After an hour or so inside, I ventured back out into the chaos of Chandnk Chowk, making my way carefully amongst the people, I made my way back to the metro feeling immensely satisfied to have made it to the Red Fort successfully on public transport. Encouraged, I decided to attempt the second destination on my day's agenda, Hauz Khas. I didn't really know much about Hauz Khas ( http://travel.cnn.com/mumbai/play/hauz-khas-village-create-cool-urban-community-322804) but I'd read in my guide book and online that it was a pleasant area with a park and some nice roof top cafes. This was quite a journey to South Delhi and I emerged from the metro station onto a busy, pavement-less highway. After a brief walk it didn't look promising. I re-entered the metro station, taking a different exit in hope of better luck only to arrive on the other side of the highway. The third exit looked more promising and I set off walking down a leafy road. There was a sign to 'Mayfair Garden' which sounded promising but turned out to be a gated residential area. After 10 minutes walk in search of I'm not actually sure what, I gave up and went back to the metro to try the third planned destination of the day, Humayun's Tomb ( http://whc.unesco.org/en/list/232).

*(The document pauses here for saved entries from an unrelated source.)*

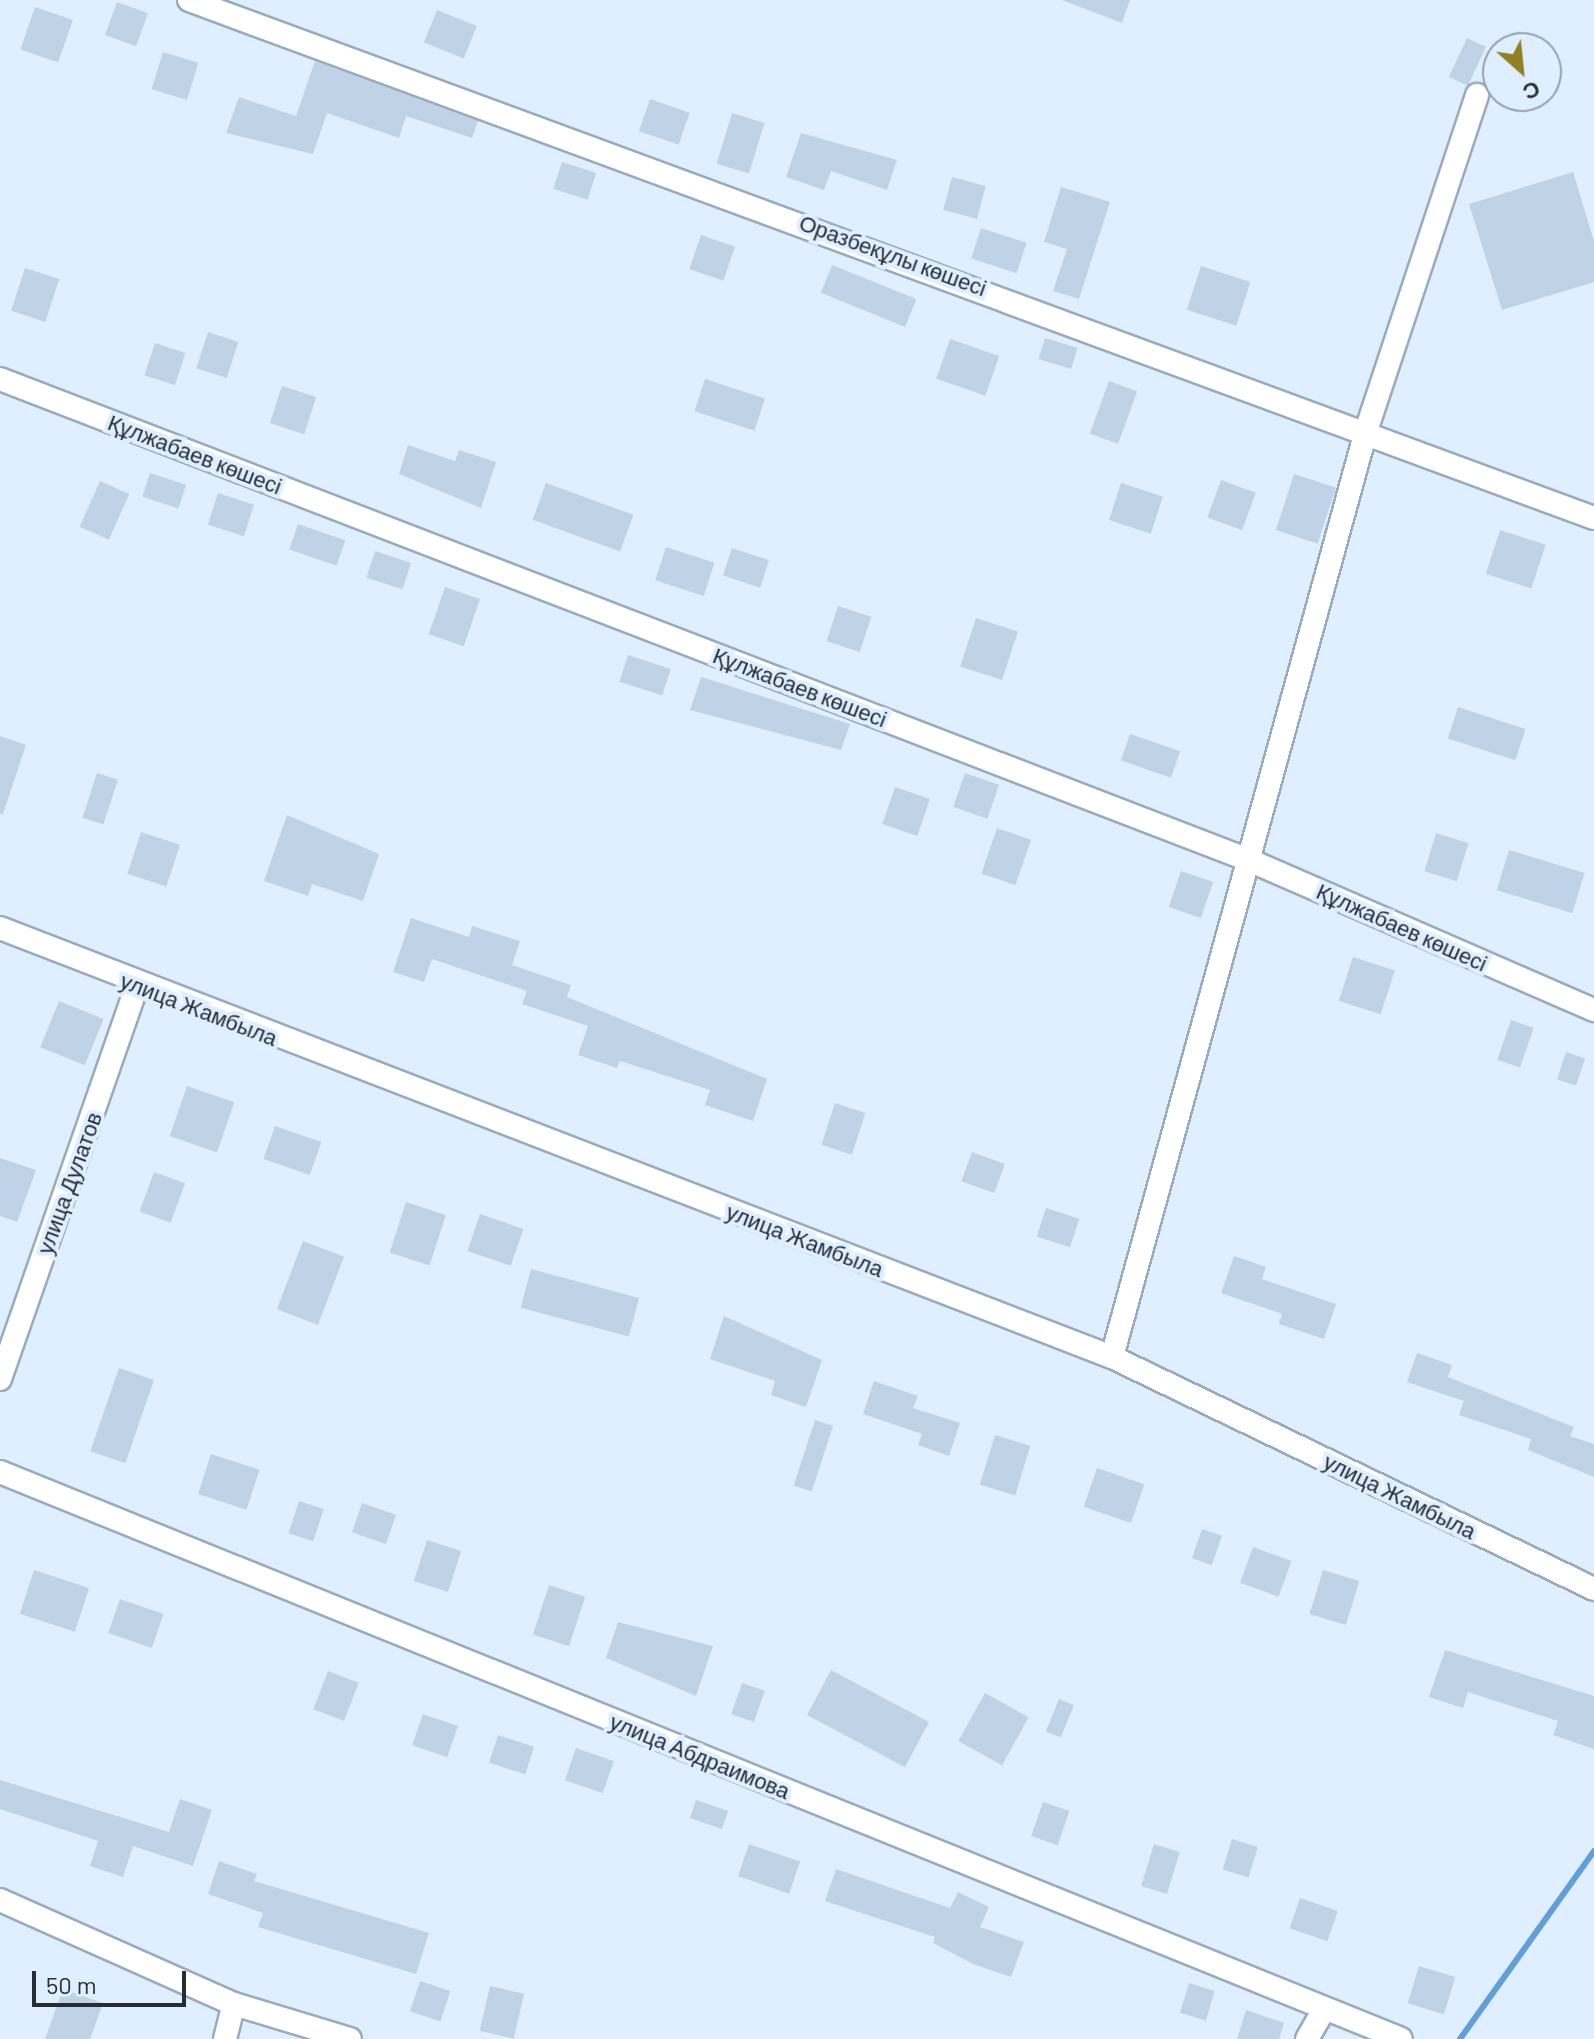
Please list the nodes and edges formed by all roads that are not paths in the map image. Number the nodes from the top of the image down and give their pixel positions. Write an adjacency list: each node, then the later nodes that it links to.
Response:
1 (189, 0): 4 (street, Оразбекұлы көшесі)
2 (1477, 95): 4 (street)
3 (0, 379): 6 (street, Құлжабаев көшесі)
4 (1366, 431): 5 (street, Оразбекұлы көшесі); 6 (street)
5 (1594, 518)
6 (1251, 861): 9 (street, Құлжабаев көшесі); 10 (street)
7 (0, 928): 8 (street, улица Жамбыла)
8 (137, 986): 10 (street, улица Жамбыла); 11 (street, улица Дулатов)
9 (1594, 1010)
10 (1112, 1357): 13 (street, улица Жамбыла)
11 (0, 1379)
12 (0, 1472): 16 (street, улица Абдраимова)
13 (1594, 1589)
14 (0, 1900): 15 (street)
15 (234, 2004): 17 (street); 18 (street)
16 (1324, 2009): 19 (street); 20 (street, улица Абдраимова)
17 (225, 2039)
18 (350, 2039)
19 (1307, 2039)
20 (1401, 2039)

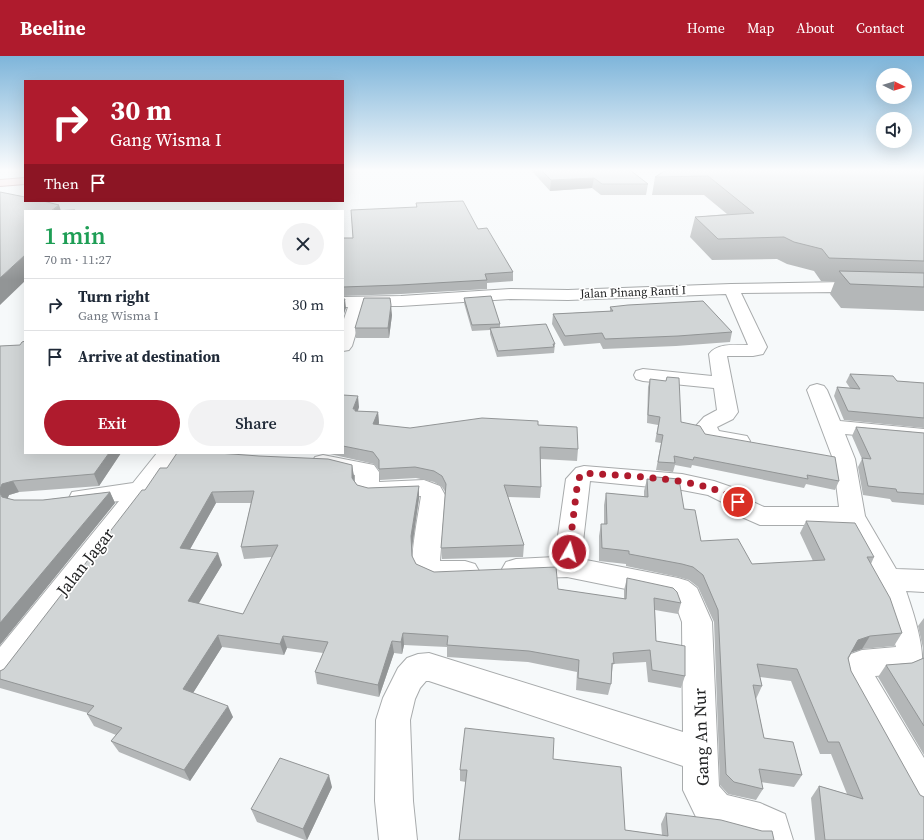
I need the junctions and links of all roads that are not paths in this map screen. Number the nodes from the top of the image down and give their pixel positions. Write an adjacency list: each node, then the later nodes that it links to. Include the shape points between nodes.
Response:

Getting off at the metro stop indicated by my guide book, I set off in what I hoped was the right direction. It was a quiet-ish tree lined road with few pedestrians but I marched on not to be deterred. After a while I came across a veritable party going on at the 'Methodist church centre' - I briefly debated going in, in search of a good story for my dad to tell his church 'pals' but decided against it and continued in my quest for the tomb. At the next intersection I came across what I can only assume was the source of the Methodist revellers. Parked on all corners on wasteland were several run down busses marked 'tourist' packed to overflow with women in saris, children hanging out of the windows and men on bus roof-tops - utter mayhem. There were fruit sellers, luggage, carts animals and a strong smell of urine but everyone seemed to be having a nice time which I certainly would not be were I sharing one bus seat with my entire extended family. Further along the road did not look promising and, as i still didn't know if i was indeed headed in the right direction and due to exciting evening plans, at this point I decided to turn back - I may have not found the tomb but I'd certainly found something worth seeing. On the way back to the station an old American man stopped and asked me for directions to the tomb - I told him to walk a long way and to persist after the crazy Methodist party and bus-fair. I hope he found it - a later study of my map indicated that another 15 minutes walk would have indeed got me to my destination. I didn't feel too bad however - I'd found one of the three things I was looking for that day and not been groped on the train ... All in all, I'm counting that as a success. Retrospectively I thought that leaving the station would have been the time for a rickshaw to the tomb but I still had another day in Delhi and I needed to get back as I'd booked on a 'food tour' of Delhi for the evening (www.delhifoodtours.com). My sister expressed concern that 4 days in Delhi would be too long but what with jet-lag and so much time spent getting lost I'd beg to differ!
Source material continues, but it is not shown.